### [Required work]
Below are some entries. Copy each line that holds the string "stream".

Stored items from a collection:

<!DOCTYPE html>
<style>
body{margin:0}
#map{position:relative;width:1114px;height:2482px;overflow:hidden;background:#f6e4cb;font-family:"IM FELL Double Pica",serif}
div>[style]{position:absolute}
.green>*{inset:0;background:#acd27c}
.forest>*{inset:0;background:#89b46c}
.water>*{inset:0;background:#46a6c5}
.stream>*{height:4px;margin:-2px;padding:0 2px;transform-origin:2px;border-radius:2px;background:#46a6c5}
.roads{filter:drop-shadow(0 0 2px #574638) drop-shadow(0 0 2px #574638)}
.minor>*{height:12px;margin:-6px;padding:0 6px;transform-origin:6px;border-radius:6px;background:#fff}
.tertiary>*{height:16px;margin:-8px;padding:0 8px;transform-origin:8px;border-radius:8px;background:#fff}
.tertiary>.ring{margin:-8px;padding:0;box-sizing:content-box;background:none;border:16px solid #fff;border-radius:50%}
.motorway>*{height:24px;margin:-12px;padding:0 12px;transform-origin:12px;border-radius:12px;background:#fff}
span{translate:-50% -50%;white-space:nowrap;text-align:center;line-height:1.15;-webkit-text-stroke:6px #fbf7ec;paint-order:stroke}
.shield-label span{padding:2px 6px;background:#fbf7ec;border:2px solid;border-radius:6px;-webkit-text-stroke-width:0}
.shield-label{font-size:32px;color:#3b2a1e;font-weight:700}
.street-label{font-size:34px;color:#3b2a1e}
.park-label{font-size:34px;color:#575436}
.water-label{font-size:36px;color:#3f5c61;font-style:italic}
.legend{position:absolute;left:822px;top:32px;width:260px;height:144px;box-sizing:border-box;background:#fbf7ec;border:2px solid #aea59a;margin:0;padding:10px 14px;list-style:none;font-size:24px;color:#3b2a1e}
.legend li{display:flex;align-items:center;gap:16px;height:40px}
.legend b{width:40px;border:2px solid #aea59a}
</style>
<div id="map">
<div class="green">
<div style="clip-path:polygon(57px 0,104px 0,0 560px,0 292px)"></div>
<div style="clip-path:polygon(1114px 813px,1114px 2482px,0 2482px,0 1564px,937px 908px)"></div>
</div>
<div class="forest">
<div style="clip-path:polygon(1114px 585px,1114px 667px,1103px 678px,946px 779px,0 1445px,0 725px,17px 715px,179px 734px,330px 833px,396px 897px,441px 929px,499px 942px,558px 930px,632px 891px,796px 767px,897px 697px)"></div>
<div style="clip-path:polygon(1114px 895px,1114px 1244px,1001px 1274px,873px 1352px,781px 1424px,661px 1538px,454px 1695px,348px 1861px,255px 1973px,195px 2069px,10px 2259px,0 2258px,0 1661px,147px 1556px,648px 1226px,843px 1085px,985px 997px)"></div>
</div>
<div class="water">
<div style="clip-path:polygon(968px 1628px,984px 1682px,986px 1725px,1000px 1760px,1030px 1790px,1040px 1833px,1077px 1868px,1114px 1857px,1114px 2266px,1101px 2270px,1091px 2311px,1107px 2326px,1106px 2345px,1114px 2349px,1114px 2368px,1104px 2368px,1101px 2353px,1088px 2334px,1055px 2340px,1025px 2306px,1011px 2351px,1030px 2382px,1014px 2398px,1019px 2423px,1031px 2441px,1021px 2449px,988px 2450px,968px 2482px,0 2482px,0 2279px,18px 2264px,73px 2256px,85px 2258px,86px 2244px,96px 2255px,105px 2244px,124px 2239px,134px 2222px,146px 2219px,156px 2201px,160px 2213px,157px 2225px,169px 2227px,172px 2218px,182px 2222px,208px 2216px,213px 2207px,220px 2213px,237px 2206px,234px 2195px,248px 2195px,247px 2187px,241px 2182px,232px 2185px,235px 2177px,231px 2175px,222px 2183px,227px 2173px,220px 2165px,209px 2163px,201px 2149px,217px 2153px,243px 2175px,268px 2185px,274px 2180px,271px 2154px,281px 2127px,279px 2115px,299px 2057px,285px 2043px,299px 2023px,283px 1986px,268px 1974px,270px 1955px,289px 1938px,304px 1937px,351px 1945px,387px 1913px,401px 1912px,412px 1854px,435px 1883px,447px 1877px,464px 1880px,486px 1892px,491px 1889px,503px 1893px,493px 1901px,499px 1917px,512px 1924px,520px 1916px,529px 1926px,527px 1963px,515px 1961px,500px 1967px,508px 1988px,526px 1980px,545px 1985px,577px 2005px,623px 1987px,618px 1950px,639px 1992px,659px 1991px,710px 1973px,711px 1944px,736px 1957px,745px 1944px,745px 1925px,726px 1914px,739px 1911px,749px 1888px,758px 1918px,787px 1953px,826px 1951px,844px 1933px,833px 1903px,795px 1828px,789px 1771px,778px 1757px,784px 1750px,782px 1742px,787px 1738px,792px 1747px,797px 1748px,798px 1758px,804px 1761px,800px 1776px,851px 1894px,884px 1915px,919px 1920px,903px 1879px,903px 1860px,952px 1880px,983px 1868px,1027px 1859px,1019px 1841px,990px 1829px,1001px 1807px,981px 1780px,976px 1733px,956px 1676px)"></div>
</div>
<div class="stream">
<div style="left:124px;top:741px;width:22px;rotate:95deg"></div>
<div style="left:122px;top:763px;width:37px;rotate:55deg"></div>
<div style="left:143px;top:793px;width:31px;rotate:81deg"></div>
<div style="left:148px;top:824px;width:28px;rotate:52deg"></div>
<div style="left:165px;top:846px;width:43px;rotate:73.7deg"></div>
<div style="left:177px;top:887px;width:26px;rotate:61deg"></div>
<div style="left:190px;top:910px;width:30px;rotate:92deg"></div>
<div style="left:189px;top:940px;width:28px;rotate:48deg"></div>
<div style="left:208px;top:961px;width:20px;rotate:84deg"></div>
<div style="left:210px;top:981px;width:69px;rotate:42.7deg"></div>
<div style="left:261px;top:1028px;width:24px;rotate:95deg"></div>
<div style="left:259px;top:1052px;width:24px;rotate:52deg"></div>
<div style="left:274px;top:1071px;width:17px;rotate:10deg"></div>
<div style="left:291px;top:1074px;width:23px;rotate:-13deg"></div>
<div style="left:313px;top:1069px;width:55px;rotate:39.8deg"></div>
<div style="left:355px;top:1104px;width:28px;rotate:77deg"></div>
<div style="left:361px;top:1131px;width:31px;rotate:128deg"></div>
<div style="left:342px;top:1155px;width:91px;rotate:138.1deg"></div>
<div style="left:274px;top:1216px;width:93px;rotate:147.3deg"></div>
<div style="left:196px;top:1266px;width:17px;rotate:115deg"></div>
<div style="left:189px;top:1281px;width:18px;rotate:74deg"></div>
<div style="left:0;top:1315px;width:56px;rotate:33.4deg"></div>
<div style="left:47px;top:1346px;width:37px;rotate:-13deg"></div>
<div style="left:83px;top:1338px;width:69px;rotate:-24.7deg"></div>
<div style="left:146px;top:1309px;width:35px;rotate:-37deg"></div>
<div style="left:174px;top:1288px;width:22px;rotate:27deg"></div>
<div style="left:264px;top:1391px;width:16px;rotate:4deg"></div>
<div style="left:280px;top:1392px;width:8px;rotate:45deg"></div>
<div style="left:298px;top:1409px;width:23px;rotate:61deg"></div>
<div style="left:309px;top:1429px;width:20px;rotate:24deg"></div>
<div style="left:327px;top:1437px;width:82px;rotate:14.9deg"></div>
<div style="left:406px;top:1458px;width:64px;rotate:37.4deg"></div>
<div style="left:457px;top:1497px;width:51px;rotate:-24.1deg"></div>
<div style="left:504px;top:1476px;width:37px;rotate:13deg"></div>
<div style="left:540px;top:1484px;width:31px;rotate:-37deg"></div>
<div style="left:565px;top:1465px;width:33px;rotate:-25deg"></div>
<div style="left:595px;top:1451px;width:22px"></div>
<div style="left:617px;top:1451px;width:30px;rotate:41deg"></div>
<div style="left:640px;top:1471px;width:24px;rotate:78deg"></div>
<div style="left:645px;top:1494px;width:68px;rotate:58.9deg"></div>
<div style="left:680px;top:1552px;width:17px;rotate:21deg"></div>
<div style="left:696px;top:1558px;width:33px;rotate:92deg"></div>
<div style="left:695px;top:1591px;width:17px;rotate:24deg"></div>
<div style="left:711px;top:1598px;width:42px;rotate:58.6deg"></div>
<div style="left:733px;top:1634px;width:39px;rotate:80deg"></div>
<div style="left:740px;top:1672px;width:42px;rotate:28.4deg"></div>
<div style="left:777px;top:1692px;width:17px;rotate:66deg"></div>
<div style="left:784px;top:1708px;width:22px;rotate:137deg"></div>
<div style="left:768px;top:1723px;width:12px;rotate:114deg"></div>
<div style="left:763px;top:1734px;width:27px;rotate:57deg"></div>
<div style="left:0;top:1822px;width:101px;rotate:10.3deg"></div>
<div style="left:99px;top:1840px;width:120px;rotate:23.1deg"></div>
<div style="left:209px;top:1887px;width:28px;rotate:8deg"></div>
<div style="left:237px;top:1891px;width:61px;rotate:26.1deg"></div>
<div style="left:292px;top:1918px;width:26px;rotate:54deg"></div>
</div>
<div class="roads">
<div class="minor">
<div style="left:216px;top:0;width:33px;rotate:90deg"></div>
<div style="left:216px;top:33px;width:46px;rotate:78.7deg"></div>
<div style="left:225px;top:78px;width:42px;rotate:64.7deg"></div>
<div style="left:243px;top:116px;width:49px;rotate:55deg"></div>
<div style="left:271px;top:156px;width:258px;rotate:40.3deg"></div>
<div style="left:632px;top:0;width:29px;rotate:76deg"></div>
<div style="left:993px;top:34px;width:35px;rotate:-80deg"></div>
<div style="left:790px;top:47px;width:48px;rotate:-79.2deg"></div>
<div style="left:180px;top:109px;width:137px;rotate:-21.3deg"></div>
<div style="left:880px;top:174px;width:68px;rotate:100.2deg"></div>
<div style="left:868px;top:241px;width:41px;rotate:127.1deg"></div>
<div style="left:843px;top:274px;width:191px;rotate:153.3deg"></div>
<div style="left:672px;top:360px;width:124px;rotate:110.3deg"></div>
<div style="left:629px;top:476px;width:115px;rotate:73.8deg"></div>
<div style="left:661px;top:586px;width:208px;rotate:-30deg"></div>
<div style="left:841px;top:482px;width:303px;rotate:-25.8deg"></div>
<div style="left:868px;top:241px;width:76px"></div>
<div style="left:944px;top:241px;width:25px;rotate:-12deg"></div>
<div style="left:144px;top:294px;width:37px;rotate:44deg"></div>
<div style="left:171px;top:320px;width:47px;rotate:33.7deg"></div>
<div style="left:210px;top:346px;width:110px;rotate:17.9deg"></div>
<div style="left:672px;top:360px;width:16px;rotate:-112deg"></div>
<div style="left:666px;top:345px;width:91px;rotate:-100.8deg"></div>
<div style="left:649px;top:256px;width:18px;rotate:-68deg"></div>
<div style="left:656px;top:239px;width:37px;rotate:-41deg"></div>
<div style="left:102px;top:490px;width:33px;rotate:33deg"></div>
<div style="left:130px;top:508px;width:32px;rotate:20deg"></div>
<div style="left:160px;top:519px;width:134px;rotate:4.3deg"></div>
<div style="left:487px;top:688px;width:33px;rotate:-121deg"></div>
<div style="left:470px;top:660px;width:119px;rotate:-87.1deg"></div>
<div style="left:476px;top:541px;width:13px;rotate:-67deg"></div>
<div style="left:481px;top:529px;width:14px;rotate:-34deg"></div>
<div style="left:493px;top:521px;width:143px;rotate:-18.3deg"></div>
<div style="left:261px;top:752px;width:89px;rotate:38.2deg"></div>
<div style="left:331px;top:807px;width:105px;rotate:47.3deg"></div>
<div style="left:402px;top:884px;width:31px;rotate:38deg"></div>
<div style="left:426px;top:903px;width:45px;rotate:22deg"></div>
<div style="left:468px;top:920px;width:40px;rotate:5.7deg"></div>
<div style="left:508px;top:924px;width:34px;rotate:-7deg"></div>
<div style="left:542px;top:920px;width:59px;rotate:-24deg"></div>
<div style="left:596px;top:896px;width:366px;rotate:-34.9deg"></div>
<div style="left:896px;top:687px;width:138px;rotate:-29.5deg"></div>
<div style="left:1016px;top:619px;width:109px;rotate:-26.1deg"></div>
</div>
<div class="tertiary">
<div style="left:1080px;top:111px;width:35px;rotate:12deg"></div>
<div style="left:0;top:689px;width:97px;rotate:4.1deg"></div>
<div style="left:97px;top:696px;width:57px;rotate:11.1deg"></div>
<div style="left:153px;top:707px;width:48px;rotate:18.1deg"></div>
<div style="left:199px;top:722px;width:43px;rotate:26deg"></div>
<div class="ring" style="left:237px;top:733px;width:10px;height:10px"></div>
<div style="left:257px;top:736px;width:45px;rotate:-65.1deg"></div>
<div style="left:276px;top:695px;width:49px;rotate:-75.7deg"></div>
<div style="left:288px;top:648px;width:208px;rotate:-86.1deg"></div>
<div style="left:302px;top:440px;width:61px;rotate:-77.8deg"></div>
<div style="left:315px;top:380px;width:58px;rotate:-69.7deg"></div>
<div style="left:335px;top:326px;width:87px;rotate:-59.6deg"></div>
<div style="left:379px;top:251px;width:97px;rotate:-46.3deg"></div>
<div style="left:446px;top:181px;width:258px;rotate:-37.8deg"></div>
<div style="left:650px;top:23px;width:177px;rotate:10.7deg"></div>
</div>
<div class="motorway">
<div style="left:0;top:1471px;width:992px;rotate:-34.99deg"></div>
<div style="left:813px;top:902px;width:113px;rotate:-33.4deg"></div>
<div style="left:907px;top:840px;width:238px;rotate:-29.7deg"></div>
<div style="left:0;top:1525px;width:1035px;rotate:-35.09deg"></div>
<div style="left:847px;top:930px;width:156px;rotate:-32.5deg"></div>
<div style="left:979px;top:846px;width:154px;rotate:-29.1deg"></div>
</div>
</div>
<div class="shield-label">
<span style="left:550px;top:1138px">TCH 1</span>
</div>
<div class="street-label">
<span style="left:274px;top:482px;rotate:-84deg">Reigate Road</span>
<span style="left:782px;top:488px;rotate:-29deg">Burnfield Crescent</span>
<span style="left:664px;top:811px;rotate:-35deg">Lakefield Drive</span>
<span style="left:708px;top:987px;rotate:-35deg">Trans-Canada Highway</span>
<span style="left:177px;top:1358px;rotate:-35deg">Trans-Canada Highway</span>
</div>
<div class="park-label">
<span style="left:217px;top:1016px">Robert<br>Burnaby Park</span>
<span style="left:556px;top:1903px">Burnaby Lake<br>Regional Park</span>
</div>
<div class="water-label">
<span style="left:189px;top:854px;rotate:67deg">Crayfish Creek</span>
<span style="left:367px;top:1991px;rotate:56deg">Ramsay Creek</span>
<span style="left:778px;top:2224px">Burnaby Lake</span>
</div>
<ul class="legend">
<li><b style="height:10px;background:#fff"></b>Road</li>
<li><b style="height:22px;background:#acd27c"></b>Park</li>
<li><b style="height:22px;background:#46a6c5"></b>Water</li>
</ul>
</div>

### [Solution to this problem]
.stream>*{height:4px;margin:-2px;padding:0 2px;transform-origin:2px;border-radius:2px;background:#46a6c5}
<div class="stream">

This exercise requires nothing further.